Today our middle-aged Universe looks eerily smooth. Too smooth, in fact.
While a rapid growth spurt in space-time would explain what we see, science needs more than nice ideas. It needs evidence that whittles away contending arguments. We might finally know where to look for some.
A team of physicists from the Centre for Astrophysics | Harvard & Smithsonian (CfA) and Harvard University went back to the drawing board on the early Universe's evolution to give us a way to help those inflation models stand out from the crowd.
"The current situation for inflation is that it's such a flexible idea, it cannot be falsified experimentally," says theoretical physicist Avi Loeb from the CfA.
"No matter what value people measure for some observable attribute, there are always some models of inflation that can explain it."
We've been convinced for some time that our Universe is expanding – its fabric slowly stretching out under the influence of some kind of strange 'dark' energy.
If we press rewind on the Universe until it was barely 10-43 seconds old, we arrive at the limit of what our knowledge of physics can handle. Before that moment? Geometry is so nuts, we just don't know where to start.
Running the calculations backward, we also find the Universe would have had a radius of 10-10 metres at this crucial moment. That sounds tiny, sure, but it's not tiny enough.
The light echo of the Universe's first moments are still visible in the form of a cosmic microwave background. Oddly, this background radiation looks surprisingly uniform today.
Thermodynamics makes this observation hard to swallow. Such uniformity means radiation was zipping from one edge of the Universe to the other, balancing out temperature fluctuations. Yet space was expanding too fast for light to keep up.
For such a balancing act to be remotely feasible, the radius of the newborn Universe at that critical moment had to be magnitudes smaller.
This itty-bitty cosmos would have shot through early childhood at an exponential rate, blowing up to the size of a grain of sand in a few ten-thousandths of a second.
The story neatly fits what we observe, but so would other explanations where the Universe didn't quickly blow apart at the seams.
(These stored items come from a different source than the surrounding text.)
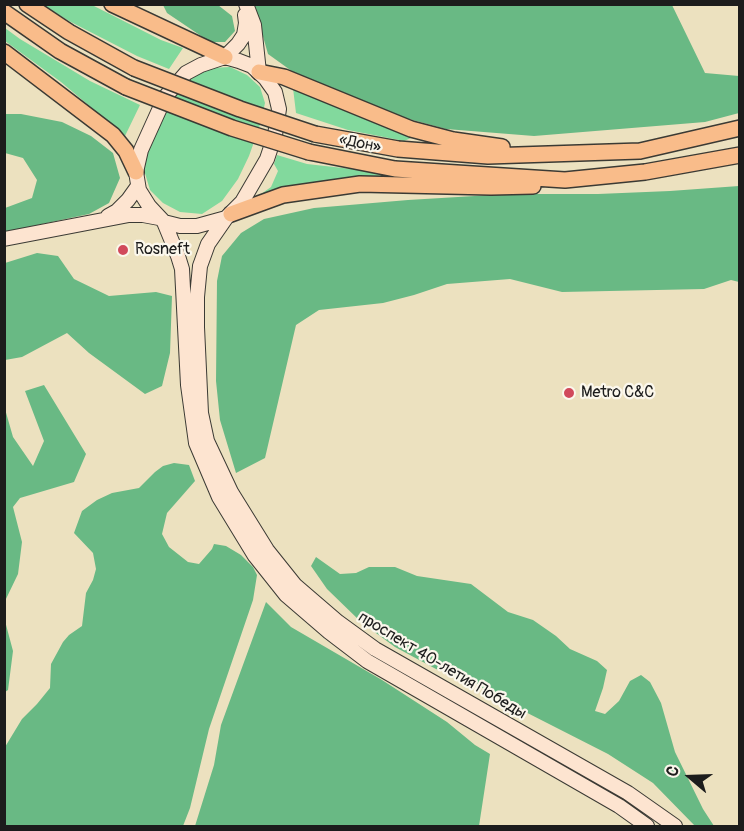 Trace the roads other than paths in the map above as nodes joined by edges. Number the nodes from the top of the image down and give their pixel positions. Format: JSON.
{"nodes":[{"id":1,"x":27,"y":4,"type":"edge"},
{"id":2,"x":112,"y":4,"type":"edge"},
{"id":3,"x":244,"y":4,"type":"edge"},
{"id":4,"x":4,"y":12,"type":"edge"},
{"id":5,"x":4,"y":52,"type":"edge"},
{"id":6,"x":225,"y":57,"type":"junction"},
{"id":7,"x":259,"y":72,"type":"junction"},
{"id":8,"x":740,"y":128,"type":"edge"},
{"id":9,"x":589,"y":152,"type":"junction"},
{"id":10,"x":740,"y":155,"type":"edge"},
{"id":11,"x":137,"y":179,"type":"junction"},
{"id":12,"x":565,"y":180,"type":"junction"},
{"id":13,"x":228,"y":216,"type":"junction"},
{"id":14,"x":161,"y":220,"type":"junction"},
{"id":15,"x":98,"y":221,"type":"junction"},
{"id":16,"x":4,"y":239,"type":"edge"},
{"id":17,"x":647,"y":826,"type":"edge"},
{"id":18,"x":675,"y":826,"type":"edge"}],
"edges":[{"from":1,"to":9,"type":"main road","name":"«Дон»","bridge":true},
{"from":2,"to":6,"type":"main road"},
{"from":3,"to":6,"type":"main road"},
{"from":3,"to":7,"type":"main road"},
{"from":4,"to":12,"type":"main road","name":"«Дон»","bridge":true},
{"from":5,"to":11,"type":"main road"},
{"from":6,"to":7,"type":"main road"},
{"from":6,"to":11,"type":"main road"},
{"from":7,"to":9,"type":"main road"},
{"from":7,"to":13,"type":"main road"},
{"from":8,"to":9,"type":"main road","name":"«Дон»"},
{"from":10,"to":12,"type":"main road","name":"«Дон»"},
{"from":11,"to":14,"type":"main road"},
{"from":11,"to":15,"type":"main road"},
{"from":12,"to":13,"type":"main road"},
{"from":13,"to":14,"type":"main road"},
{"from":13,"to":18,"type":"main road","name":"проспект 40-летия Победы"},
{"from":14,"to":15,"type":"main road"},
{"from":14,"to":17,"type":"main road","name":"проспект 40-летия Победы"},
{"from":15,"to":16,"type":"main road"}]}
"In some alternative theories, the size of the Universe contracts. Some do it very slowly, while others do it very fast," says Harvard physicist Zhong-Zhi Xianyu.
"The attributes people have proposed so far to measure usually have trouble distinguishing between the different theories because they are not directly related to the evolution of the size of the primordial Universe."
Did time even exist before the Big Bang? Was there some kind of reverse Universe? Everybody is welcome to their pet theory on how our Universe came to look as it does, but only one can be a winner.
To help decide which ones stay and which ones go, the researchers proposed using observable attributes that we can link with discriminating features of inflation-based models.
The challenge is knowing how to interpret such observations as a sequence of events. What's needed is some sort of standardised cosmic time stamp to tease out relevant steps, some of which could potentially rule out inflation altogether.
"If we imagine all of the information we learned so far about what happened before the Big Bang is in a roll of film frames, then the standard clock tells us how these frames should be played," says CfA's Xingang Chen.
The team suggests a mechanism by which quantum fluctuations can hint at sequences of events that are reflected in the patterns of vast cosmic structures.
"These signals will be very subtle to detect," says Chen.
"The cosmic microwave background radiation is one such place, and the distribution of galaxies is another. We have already started to search for these signals and there are some interesting candidates already, but we need more data."
Other cosmologists have also suggested searching for hints of our Universe's hidden past in the swirls of light and matter in the sky.
Some point to possible 'scars' left by a previous universe's black holes on our cosmic microwave background. Others predict we might find signs that the physics-breaking boundary we call the Big Bang never happened.
There are a lot of interesting ideas out there explaining how our Universe evolved. Now we just need to work out which ones we can throw into the 'nice idea, shame about the facts' file.
This research has been accepted for publication by Physical Review Letters.